→ What is expected
Check each line of the records below for the word "Right" and copy those where it appears.

[Stored records]
━━━━━━━━━━━━━━━━━━━━━━━━━━━━━━

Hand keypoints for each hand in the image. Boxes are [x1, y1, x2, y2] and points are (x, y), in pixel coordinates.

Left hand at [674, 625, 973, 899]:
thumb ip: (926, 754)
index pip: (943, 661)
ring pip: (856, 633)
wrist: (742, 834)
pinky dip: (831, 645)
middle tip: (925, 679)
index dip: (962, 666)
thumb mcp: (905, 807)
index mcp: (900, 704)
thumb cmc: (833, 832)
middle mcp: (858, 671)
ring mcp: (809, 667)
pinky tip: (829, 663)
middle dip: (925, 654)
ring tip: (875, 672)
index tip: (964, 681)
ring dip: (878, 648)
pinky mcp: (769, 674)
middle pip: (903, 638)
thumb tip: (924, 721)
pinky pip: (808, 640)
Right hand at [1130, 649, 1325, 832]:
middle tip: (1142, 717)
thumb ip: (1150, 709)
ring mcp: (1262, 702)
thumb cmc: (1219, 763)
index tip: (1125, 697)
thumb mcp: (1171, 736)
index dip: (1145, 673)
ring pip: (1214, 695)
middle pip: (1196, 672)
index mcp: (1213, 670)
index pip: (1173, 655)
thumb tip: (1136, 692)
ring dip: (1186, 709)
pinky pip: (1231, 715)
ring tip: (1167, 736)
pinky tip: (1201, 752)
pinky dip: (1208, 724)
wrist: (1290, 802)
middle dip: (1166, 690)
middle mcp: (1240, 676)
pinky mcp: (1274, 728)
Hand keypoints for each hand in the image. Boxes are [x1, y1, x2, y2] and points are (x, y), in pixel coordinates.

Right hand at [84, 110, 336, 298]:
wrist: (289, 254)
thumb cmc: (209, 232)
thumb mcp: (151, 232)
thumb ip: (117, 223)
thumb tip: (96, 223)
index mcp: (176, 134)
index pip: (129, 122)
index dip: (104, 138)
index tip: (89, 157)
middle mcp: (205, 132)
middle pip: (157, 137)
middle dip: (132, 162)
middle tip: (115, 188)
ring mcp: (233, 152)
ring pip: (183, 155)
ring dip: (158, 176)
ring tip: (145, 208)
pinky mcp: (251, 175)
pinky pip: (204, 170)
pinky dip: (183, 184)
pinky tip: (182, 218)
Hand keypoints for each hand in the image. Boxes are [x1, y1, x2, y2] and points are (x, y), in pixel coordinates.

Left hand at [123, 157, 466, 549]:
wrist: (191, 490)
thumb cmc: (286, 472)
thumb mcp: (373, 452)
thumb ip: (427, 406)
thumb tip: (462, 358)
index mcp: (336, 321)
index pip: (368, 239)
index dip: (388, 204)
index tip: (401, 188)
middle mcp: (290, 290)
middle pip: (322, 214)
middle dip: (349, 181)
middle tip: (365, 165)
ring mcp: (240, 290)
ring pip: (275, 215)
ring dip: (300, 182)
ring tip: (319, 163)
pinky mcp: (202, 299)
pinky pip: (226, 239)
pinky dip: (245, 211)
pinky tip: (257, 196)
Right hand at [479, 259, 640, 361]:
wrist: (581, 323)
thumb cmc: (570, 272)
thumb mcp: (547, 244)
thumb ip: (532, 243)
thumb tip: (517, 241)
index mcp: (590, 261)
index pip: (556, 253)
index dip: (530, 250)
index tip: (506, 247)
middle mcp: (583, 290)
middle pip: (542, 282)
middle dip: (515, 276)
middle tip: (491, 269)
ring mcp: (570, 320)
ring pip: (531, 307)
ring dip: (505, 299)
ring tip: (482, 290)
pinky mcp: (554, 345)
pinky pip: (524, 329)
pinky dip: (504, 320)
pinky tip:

━━━━━━━━━━━━━━━━━━━━━━━━━━━━━━

→ Result
Right hand at [1130, 649, 1325, 832]:
Right hand at [84, 110, 336, 298]:
Right hand at [479, 259, 640, 361]:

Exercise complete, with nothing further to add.